Making Requests

To make a request, use:

app.get('/path', [params], [headers], [extra_environ], ...)

This call to get() does a request for /path, with any params, extra headers or WSGI environment keys that you indicate. This returns a TestResponse object, based on webob.response.Response. It has some additional methods to make it easier to test.

If you want to do a POST request, use:

app.post('/path', {'vars': 'values'}, [headers], [extra_environ],
         [upload_files], ...)

Specifically the second argument of post() is the body of the request. You can pass in a dictionary (or dictionary-like object), or a string body (dictionary objects are turned into HTML form submissions).

You can also pass in the keyword argument upload_files, which is a list of [(fieldname, filename, field_content)]. File uploads use a different form submission data type to pass the structured data.

You can use put() and delete() for PUT and DELETE requests.

Making JSON Requests

Webtest provide some facilities to test json apis.

The *_json methods will transform data to json before POST/PUT and add the correct Content-Type for you.

Also Response have an attribute json to allow you to retrieve json contents as a python dict.

Doing POST request with webtest.app.TestApp.post_json():

>>> resp = app.post_json('/resource/', dict(id=1, value='value'))
>>> print(resp.request)
POST /resource/ HTTP/1.0
Content-Length: 27
Content-Type: application/json

>>> resp.json == {'id': 1, 'value': 'value'}

Doing GET request with webtest.app.TestApp.get() and using json:

To just parse body of the response, use Response.json:

>>> resp = app.get('/resource/1/')
>>> print(resp.request)
GET /resource/1/ HTTP/1.0

>>> resp.json == {'id': 1, 'value': 'value'}

Modifying the Environment & Simulating Authentication

The best way to simulate authentication is if your application looks in environ['REMOTE_USER'] to see if someone is authenticated. Then you can simply set that value, like:

app.get('/secret', extra_environ=dict(REMOTE_USER='bob'))

If you want all your requests to have this key, do:

app = TestApp(my_app, extra_environ=dict(REMOTE_USER='bob'))

If you have to use HTTP authorization you can use the .authorization property to set the HTTP_AUTHORIZATION key of the extra_environ dictionary:

app = TestApp(my_app)
app.authorization = ('Basic', ('user', 'password'))

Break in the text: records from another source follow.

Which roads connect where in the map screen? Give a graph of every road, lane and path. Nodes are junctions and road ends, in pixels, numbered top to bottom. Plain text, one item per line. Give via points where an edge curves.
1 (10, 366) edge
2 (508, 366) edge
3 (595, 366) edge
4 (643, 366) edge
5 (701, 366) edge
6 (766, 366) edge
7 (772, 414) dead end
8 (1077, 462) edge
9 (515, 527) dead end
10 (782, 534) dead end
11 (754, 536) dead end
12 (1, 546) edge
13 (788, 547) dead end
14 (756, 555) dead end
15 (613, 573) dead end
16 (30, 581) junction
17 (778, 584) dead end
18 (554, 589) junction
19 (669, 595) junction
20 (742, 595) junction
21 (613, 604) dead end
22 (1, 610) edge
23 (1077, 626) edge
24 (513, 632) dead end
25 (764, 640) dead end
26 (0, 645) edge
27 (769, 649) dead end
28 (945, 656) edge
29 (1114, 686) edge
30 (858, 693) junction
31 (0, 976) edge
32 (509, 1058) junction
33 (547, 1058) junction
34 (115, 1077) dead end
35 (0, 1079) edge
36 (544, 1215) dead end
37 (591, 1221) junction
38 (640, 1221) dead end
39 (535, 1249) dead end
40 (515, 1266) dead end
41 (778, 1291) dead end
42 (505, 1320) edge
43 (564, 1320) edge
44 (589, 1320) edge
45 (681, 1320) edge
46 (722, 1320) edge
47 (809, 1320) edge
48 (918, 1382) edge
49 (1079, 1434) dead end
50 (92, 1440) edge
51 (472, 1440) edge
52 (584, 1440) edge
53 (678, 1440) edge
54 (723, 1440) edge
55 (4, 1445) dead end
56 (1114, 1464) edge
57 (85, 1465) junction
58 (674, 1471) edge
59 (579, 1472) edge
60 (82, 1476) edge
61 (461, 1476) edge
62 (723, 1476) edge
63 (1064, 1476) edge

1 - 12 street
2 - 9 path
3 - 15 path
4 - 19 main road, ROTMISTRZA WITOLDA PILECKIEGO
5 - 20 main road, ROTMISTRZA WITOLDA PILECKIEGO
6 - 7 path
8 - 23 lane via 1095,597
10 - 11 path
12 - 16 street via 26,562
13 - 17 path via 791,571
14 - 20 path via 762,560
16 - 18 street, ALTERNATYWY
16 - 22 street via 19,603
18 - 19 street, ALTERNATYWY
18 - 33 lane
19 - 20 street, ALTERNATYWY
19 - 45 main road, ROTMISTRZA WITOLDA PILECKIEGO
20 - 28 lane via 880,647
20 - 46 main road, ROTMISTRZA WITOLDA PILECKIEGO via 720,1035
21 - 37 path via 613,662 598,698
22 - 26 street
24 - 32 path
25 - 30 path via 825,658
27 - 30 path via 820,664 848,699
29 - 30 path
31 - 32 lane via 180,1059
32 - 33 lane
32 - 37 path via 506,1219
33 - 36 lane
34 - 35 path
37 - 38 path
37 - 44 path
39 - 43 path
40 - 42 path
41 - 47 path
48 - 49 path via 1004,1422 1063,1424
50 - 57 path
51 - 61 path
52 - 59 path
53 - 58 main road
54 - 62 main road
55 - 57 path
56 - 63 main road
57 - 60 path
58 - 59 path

You can also use bearer token or JWT authorization types:

app = TestApp(my_app)
app.authorization = ('Bearer', 'mytoken')
# or
app.authorization = ('JWT', 'myjwt')

Testing a non wsgi application

You can use WebTest to test an application on a real web server. Just pass an url to the TestApp instead of a WSGI application:

app = TestApp('http://my.cool.websi.te')

You can also use the WEBTEST_TARGET_URL env var to switch from a WSGI application to a real server without having to modify your code:

os.environ['WEBTEST_TARGET_URL'] = 'http://my.cool.websi.te'
app = TestApp(wsgiapp) # will use the WEBTEST_TARGET_URL instead of the wsgiapp

By default the proxy will use httplib but you can use other backends by adding an anchor to your url:

app = TestApp('http://my.cool.websi.te#urllib3')
app = TestApp('http://my.cool.websi.te#requests')
app = TestApp('http://my.cool.websi.te#restkit')

What Is Tested By Default

A key concept behind WebTest is that there's lots of things you shouldn't have to check everytime you do a request. It is assumed that the response will either be a 2xx or 3xx response; if it isn't an exception will be raised (you can override this for a request, of course). The WSGI application is tested for WSGI compliance with a slightly modified version of wsgiref.validate (modified to support arguments to InputWrapper.readline) automatically. Also it checks that nothing is printed to the environ['wsgi.errors'] error stream, which typically indicates a problem (one that would be non-fatal in a production situation, but if you are testing is something you should avoid).

To indicate another status is expected, use the keyword argument status=404 to (for example) check that it is a 404 status, or status="*" to allow any status, or status="400 Custom Bad Request" to use custom reason phrase.

If you expect errors to be printed, use expect_errors=True.